*EXERCISE BRIEF:*
Lines before the one containing "Trace all roads" are to be left out; that line and all after it, through the end of the material below, are to be written out exactly.

*INPUT RECORDS:*
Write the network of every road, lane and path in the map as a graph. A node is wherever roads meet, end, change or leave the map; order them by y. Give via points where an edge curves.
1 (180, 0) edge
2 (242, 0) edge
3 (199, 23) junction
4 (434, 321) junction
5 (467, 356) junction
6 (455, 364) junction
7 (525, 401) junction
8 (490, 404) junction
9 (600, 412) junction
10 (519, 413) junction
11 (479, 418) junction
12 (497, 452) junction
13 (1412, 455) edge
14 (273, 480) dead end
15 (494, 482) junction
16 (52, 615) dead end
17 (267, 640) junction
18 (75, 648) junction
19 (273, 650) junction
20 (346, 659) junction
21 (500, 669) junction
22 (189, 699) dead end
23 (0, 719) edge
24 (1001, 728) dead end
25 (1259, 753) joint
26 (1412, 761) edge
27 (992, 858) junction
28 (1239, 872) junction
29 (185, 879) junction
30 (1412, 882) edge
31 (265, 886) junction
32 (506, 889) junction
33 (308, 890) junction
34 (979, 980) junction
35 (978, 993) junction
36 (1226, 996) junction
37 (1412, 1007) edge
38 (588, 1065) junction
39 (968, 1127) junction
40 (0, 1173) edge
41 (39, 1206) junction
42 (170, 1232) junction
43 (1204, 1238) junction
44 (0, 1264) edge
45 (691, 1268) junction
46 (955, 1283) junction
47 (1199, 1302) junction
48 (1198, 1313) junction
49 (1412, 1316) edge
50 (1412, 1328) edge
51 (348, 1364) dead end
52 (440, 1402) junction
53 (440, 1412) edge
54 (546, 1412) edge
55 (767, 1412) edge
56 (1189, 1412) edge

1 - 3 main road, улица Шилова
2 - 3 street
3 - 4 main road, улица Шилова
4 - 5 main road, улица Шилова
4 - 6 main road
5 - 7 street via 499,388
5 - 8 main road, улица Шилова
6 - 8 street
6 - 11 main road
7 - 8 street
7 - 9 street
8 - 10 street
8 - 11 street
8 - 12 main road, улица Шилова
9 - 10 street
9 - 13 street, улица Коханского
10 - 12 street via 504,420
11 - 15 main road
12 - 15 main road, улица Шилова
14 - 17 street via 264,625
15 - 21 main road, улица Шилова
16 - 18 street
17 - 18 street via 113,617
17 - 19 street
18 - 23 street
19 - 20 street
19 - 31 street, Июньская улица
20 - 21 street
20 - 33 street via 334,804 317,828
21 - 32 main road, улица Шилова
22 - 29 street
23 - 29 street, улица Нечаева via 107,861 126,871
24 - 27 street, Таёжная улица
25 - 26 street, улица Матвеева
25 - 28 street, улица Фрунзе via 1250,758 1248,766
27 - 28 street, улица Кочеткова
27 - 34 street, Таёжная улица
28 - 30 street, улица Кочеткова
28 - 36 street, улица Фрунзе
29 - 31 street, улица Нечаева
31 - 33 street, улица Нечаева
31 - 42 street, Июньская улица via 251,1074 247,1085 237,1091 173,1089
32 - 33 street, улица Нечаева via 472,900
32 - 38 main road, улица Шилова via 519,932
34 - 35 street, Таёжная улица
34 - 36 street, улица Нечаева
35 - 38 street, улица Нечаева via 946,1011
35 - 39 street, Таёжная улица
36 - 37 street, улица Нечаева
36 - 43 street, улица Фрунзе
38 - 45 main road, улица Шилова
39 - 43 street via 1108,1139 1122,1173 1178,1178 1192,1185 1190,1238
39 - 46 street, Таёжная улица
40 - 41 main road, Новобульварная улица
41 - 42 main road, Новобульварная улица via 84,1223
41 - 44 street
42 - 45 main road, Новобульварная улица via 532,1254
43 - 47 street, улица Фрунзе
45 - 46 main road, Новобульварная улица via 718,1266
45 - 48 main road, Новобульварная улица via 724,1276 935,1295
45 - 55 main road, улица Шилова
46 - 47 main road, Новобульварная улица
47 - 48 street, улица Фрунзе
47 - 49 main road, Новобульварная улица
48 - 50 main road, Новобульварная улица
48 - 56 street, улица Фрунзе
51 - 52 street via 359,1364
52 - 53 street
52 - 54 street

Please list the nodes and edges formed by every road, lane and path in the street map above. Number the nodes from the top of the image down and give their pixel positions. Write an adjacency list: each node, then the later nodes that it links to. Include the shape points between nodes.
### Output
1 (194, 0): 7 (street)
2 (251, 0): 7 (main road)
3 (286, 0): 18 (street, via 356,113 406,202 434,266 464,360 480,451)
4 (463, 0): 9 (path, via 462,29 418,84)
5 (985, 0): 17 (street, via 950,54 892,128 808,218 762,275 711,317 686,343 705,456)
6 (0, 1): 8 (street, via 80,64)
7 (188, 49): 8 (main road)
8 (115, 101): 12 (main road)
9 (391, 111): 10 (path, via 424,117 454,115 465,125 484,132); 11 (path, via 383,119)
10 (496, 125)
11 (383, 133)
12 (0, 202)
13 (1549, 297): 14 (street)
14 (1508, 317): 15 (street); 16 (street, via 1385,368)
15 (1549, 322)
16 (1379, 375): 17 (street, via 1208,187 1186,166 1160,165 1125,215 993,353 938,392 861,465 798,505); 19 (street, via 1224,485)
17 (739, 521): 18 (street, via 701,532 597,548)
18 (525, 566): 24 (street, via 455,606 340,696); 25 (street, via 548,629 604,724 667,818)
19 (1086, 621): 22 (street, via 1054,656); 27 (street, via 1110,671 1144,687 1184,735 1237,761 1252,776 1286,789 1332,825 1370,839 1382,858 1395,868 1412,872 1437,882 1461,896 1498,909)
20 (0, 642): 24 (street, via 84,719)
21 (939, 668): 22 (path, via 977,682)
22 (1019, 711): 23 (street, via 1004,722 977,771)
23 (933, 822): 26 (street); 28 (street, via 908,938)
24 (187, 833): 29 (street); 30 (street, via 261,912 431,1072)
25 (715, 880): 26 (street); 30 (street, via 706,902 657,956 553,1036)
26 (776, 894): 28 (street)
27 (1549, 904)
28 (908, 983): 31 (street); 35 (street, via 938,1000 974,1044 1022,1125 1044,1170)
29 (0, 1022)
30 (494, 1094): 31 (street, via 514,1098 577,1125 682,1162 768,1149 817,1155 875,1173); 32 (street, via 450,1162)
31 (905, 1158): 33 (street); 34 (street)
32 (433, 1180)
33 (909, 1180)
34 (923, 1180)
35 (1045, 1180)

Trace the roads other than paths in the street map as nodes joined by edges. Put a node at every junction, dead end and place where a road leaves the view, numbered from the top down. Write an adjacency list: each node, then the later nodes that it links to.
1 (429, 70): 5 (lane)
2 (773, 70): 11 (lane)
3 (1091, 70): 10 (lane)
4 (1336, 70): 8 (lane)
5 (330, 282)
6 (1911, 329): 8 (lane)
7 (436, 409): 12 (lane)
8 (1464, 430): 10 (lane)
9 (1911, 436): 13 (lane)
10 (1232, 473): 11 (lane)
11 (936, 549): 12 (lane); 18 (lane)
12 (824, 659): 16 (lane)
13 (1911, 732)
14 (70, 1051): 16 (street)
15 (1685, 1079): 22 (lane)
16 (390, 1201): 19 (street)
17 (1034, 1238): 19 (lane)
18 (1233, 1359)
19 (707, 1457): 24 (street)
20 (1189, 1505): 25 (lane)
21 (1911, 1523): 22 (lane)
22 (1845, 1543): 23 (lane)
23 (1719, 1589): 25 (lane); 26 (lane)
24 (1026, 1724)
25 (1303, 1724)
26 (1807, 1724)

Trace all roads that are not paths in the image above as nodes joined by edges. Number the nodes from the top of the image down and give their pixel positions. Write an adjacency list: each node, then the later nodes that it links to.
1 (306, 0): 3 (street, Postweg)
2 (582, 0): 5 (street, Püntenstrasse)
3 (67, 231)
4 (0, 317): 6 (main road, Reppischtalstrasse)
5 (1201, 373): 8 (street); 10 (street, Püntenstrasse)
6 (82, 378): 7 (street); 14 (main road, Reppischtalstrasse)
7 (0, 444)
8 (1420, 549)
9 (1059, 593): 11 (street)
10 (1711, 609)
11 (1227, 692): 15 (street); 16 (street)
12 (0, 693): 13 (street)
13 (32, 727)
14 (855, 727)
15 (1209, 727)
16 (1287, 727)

*EXERCISE OUTPUT:*
Trace all roads that are not paths in the image above as nodes joined by edges. Number the nodes from the top of the image down and give their pixel positions. Write an adjacency list: each node, then the later nodes that it links to.
1 (306, 0): 3 (street, Postweg)
2 (582, 0): 5 (street, Püntenstrasse)
3 (67, 231)
4 (0, 317): 6 (main road, Reppischtalstrasse)
5 (1201, 373): 8 (street); 10 (street, Püntenstrasse)
6 (82, 378): 7 (street); 14 (main road, Reppischtalstrasse)
7 (0, 444)
8 (1420, 549)
9 (1059, 593): 11 (street)
10 (1711, 609)
11 (1227, 692): 15 (street); 16 (street)
12 (0, 693): 13 (street)
13 (32, 727)
14 (855, 727)
15 (1209, 727)
16 (1287, 727)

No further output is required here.